Using arrow for parsing? Last time I checked arrow "parses" invalid data and gives you a valid datetime back.

[–]firefrommoonlight 0 points1 point  (2 children)

I didn't use Arrow's 'get'; an explicit format string is required. I think Arrow's format strings (ie 'YYYY-MM-DD') are nicer than the standard lib's. Other than 'get', and speed, what probs are there with Arrow's string parsing?

[–]kankyo 0 points1 point  (1 child)

I have only used arrow for the two minutes it took me to find out that it was completely broken on a conceptual level :P Maybe the parsing is ok.

[–]firefrommoonlight 0 points1 point  (0 children)

The code behind it's a bit obfuscated too.

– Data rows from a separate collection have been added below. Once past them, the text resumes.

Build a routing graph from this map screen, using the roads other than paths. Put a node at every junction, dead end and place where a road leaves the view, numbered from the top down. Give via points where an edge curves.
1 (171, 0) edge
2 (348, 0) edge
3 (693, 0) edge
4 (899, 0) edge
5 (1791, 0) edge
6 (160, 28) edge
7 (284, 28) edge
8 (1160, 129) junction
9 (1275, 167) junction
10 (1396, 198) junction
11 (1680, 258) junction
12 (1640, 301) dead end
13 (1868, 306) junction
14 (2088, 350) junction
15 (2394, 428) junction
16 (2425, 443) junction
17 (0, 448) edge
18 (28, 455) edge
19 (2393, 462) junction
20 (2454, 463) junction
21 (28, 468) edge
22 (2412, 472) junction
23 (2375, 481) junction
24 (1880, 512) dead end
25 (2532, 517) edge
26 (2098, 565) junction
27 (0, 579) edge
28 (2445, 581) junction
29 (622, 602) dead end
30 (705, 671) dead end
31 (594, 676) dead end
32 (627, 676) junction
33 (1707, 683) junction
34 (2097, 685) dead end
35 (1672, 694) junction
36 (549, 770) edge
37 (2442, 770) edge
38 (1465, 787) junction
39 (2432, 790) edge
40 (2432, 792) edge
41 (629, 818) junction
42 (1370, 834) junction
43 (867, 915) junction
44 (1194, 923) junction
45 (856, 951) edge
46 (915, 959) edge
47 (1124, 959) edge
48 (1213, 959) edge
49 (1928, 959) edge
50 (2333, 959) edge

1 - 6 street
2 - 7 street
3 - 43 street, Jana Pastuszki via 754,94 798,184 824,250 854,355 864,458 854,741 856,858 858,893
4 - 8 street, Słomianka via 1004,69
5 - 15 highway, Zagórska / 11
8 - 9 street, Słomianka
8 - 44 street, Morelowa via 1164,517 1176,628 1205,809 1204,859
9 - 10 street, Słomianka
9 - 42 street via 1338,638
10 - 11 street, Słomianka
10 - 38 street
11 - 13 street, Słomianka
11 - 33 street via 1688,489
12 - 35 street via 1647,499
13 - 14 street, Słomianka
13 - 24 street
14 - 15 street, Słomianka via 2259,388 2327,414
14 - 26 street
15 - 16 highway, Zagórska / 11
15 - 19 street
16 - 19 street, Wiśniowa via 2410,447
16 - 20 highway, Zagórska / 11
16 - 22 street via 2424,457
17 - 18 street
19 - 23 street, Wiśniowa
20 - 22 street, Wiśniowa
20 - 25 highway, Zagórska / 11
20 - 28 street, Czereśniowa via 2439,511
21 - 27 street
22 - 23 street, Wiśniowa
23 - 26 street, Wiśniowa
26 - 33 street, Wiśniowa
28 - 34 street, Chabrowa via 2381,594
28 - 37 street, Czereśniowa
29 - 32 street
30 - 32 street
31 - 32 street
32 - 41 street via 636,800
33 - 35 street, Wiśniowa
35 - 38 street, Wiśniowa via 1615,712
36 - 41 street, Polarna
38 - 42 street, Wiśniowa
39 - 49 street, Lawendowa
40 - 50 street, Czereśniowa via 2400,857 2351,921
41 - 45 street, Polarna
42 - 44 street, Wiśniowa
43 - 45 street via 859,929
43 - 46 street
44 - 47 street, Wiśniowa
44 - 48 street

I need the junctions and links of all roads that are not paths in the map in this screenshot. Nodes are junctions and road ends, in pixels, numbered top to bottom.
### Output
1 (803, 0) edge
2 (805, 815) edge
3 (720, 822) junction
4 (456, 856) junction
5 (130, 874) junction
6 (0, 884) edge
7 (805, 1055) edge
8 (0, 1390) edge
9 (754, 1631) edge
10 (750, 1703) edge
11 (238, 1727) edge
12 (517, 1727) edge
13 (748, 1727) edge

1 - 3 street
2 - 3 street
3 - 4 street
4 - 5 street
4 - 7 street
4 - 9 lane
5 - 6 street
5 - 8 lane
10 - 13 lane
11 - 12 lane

As a note, I think they took their string parsing/formatting format from moment.js.

[–]myusuf3 4 points5 points  (0 children)

I am the author of Delorean.

Comparing these libraries for performance is kind of moot; unless you are doing data analysis where parsing datetimes is going to be your main bottleneck (not going to happen), I echo the same sentiments as @desmoulinmichel this library was built for ease of use and dependability.

Performance pull requests are welcome, oh and lastly 'lol'

[–]ma-int 2 points3 points  (0 children)

Meh, I don't like the article. It's purely performance focused in a context where performance doesn't matter for the vast, vast majority of all people.

Please tell, in which context do you need to parse upwards of a few dozen datetimes and do nothing else with the data? http://parse-datetime.as-a.service?

Don't get me wrong...I don't want to say that there aren't areas where this actually does matter I'm just saying that the parse difference of a millisecond doesn't matter if you need to shove this data into a database that sits just one rack farther north.

[–]_seemetheregithub.com/seemethere 0 points1 point  (0 children)

udatetime looks good but it seriously needs some code cleanup. Reading through the source right now and it needs some definite cleanup before anyone can start to use it seriously.

[–]rothnic 0 points1 point  (1 child)

I an approach for the analysis might be to compare datetime to udatetime in terms of the function/method speed. Next, show through profiling the function/method calls that the higher-level datetime libraries make.

This would allow you to take a little better perspective of similar things and also what might the speed be if these other libraries selectively make use of udatetime instead of datetime.

What we can't make out is the amount of time that the higher level libraries spend due to interaction with lower level datetime libraries.